Transition and transversion ratio (Ti/Tv) is used as a quality control metric for SNP calling. For whole genome sequencing data, the typical value is ~223. A higher ratio generally indicates better SNP calling unless the ratio is too high (>4)24. We obtained a Ti/Tv ratio of 2.38 for 19 M SNPs after VQSR filtration and a ratio of 2.5 for the 15 M final set.

Table 2 and the heat maps of SNP density across different chromosomes in Fig. 4 show a good representation of most chromosomes and regions except some microchromosomes (e.g., chr16, 22, 25, 30–33) and the sex chromosomes (Fig. 4). Chromosome 16 is known to have a high repeat content25 whereas most microchromosomes have higher GC contents26; both causing difficulty in sequencing and mapping.

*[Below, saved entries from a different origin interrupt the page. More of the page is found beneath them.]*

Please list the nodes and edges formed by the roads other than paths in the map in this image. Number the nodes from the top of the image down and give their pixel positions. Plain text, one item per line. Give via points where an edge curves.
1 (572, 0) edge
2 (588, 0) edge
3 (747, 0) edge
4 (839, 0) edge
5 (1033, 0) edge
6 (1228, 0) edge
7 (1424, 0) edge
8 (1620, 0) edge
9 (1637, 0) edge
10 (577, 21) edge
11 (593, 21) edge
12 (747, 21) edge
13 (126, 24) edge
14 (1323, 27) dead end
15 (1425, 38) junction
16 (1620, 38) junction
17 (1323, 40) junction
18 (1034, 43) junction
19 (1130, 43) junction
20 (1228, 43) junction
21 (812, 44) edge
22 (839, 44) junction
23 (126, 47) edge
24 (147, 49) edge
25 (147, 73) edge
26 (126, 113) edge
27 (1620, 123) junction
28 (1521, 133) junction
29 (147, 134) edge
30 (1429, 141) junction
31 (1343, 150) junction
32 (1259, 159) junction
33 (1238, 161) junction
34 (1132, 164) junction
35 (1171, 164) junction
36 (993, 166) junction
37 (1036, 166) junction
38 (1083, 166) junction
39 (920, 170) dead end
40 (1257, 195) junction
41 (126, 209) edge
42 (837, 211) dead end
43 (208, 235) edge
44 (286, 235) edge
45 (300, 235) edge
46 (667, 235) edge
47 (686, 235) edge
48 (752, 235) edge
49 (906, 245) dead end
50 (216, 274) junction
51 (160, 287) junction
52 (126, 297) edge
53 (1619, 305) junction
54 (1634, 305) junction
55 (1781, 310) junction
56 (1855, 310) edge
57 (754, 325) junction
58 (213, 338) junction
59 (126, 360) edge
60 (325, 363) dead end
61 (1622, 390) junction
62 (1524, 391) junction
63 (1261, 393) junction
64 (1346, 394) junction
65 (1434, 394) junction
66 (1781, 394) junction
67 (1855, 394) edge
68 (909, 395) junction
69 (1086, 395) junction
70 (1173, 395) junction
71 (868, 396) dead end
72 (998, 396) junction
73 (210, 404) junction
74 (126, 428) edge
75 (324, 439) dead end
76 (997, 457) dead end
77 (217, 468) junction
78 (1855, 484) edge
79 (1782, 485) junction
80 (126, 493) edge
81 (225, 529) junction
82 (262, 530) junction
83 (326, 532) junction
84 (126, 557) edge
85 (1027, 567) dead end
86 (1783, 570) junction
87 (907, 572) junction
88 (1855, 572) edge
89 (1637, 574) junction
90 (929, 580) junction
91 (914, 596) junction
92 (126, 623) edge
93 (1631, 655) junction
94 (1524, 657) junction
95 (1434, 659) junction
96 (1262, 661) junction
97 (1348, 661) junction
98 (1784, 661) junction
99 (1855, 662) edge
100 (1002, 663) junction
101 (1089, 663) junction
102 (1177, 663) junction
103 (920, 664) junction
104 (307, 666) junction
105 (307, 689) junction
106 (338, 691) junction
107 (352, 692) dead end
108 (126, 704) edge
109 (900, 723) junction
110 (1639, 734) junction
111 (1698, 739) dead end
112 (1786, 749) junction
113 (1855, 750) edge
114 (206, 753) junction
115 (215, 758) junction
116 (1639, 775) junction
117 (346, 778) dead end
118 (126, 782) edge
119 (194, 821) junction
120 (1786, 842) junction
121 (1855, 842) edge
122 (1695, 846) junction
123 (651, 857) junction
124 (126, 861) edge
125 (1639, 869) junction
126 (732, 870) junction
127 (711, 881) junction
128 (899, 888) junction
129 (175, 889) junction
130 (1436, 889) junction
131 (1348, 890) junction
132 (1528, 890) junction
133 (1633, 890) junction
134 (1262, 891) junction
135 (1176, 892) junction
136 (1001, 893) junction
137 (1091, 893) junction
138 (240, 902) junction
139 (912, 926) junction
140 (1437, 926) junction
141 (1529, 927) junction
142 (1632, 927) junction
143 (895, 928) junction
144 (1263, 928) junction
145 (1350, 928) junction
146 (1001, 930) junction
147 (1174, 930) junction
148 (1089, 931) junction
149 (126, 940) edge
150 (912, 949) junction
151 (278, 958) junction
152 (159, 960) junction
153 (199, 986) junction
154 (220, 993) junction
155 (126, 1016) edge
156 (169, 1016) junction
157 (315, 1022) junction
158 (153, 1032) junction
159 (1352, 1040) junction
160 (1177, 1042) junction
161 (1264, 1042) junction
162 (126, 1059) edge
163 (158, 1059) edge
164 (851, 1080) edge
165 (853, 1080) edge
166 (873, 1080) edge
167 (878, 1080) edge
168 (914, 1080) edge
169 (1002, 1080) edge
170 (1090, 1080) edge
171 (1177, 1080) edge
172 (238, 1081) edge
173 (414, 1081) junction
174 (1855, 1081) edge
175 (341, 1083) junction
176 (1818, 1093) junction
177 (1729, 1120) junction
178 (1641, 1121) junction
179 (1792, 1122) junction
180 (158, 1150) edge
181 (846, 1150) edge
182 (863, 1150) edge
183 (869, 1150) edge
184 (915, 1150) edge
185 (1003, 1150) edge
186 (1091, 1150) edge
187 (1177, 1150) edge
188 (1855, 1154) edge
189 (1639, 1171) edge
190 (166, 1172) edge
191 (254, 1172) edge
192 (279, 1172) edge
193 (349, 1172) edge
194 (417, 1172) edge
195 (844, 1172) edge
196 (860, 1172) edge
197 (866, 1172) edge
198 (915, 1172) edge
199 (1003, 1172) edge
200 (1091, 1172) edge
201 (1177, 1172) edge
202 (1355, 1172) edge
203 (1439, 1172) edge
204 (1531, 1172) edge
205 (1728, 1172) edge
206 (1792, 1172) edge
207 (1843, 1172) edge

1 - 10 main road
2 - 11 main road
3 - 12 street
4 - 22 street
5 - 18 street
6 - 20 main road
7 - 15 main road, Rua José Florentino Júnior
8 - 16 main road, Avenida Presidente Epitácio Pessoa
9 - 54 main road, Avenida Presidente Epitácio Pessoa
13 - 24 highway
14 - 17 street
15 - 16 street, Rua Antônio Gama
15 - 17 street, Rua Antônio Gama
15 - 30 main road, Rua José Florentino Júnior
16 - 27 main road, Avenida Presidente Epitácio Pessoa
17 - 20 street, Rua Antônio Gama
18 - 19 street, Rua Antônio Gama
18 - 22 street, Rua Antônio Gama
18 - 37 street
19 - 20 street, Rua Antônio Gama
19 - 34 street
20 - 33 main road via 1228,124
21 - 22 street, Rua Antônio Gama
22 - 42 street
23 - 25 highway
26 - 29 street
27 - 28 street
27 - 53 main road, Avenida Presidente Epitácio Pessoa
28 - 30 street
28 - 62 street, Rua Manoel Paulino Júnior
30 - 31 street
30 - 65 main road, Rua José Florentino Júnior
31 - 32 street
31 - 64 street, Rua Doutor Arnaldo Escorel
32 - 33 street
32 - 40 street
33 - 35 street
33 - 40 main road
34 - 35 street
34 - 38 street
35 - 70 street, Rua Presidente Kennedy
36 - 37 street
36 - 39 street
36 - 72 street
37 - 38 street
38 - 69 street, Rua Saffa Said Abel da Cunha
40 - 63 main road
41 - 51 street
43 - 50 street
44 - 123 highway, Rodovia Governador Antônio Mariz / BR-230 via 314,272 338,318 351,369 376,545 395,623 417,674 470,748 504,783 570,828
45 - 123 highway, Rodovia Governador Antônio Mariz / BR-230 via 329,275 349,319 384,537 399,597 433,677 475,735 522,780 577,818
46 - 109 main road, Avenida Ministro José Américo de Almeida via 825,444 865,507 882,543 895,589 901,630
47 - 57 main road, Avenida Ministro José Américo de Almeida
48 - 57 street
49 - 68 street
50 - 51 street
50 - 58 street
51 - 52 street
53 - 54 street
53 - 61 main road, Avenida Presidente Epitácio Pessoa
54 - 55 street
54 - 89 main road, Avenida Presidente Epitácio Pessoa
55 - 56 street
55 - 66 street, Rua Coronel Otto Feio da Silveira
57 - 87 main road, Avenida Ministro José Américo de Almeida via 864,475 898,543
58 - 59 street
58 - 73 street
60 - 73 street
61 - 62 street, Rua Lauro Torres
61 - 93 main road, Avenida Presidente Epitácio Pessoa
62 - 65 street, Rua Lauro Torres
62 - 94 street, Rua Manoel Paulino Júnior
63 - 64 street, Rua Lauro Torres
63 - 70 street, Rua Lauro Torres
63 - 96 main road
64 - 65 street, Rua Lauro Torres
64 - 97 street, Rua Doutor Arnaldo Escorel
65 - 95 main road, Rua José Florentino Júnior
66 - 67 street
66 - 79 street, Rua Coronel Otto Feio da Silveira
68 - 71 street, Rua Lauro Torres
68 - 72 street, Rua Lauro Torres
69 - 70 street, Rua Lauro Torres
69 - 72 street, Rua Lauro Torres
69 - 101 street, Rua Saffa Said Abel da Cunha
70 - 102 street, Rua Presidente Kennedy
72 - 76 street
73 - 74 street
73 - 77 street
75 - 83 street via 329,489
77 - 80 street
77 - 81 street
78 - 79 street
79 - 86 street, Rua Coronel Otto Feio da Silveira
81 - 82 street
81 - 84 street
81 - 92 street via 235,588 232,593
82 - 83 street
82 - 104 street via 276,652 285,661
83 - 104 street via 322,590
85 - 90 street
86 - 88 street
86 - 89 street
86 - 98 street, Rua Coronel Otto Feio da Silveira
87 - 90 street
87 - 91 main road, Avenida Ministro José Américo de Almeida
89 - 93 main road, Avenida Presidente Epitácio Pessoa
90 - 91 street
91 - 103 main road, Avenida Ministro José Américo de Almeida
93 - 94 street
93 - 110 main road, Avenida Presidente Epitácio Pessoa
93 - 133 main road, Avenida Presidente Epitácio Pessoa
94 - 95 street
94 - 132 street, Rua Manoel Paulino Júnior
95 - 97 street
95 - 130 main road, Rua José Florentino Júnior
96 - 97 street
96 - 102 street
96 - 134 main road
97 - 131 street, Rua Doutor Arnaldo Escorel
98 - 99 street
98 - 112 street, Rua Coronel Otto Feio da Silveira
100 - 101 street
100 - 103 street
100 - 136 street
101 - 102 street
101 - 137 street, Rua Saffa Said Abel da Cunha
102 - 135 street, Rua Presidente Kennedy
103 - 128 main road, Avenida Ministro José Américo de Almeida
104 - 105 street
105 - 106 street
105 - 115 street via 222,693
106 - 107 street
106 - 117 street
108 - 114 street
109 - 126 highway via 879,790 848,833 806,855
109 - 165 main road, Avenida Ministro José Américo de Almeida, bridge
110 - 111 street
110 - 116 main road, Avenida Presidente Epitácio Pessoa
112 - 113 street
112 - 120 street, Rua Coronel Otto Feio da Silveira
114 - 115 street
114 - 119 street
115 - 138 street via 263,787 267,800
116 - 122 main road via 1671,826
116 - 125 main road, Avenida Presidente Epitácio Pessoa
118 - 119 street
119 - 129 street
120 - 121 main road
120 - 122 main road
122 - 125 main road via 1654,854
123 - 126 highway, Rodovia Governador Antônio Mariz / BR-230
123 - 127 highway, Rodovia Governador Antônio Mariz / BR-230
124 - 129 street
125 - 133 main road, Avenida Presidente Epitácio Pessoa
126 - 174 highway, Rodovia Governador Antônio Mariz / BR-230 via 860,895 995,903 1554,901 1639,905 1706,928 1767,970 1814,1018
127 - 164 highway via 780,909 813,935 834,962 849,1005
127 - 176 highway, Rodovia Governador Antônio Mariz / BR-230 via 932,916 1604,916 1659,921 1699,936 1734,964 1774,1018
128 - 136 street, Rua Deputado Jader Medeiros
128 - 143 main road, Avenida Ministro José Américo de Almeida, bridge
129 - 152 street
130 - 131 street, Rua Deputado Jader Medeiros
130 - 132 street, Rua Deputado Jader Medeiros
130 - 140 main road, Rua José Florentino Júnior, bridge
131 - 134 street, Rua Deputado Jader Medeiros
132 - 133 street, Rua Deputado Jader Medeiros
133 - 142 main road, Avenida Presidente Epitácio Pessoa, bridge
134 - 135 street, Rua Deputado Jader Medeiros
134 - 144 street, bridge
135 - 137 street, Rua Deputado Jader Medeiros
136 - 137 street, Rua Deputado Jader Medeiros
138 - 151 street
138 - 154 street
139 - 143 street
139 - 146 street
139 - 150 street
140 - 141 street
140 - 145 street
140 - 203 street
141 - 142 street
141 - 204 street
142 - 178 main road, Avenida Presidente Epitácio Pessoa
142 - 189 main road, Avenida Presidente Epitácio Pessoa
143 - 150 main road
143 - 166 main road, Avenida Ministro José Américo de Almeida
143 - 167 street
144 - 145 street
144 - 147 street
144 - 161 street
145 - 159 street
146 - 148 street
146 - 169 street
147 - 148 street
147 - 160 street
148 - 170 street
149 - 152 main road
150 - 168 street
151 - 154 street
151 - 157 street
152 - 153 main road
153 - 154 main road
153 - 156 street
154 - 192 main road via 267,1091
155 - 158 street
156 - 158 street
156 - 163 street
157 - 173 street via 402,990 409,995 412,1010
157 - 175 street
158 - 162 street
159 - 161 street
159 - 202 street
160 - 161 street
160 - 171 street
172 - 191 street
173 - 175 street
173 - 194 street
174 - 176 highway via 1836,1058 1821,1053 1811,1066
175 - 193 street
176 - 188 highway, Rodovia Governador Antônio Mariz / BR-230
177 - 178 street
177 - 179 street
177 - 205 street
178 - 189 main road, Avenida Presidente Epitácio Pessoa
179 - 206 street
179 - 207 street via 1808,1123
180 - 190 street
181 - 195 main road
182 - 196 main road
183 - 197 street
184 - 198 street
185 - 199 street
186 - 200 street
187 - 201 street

The detected SNPs also had a good representation of different annotation categories in relation to their positions within or outside genes (Table 3).

Table 2 Summary statistics of SNPs in the VCF file for each chromosome.
Fig. 4
figure 4

Chromosome-wise SNP distribution heat map across the Ethiopian indigenous chicken genomes based on 15 M SNPs. X-axis denotes the chromosome size in base pairs (bp) and Y-axis the chromosome number. The SNP count was calculated for 10 kb non-overlapping windows.

Table 3 SNPs in different annotation categories.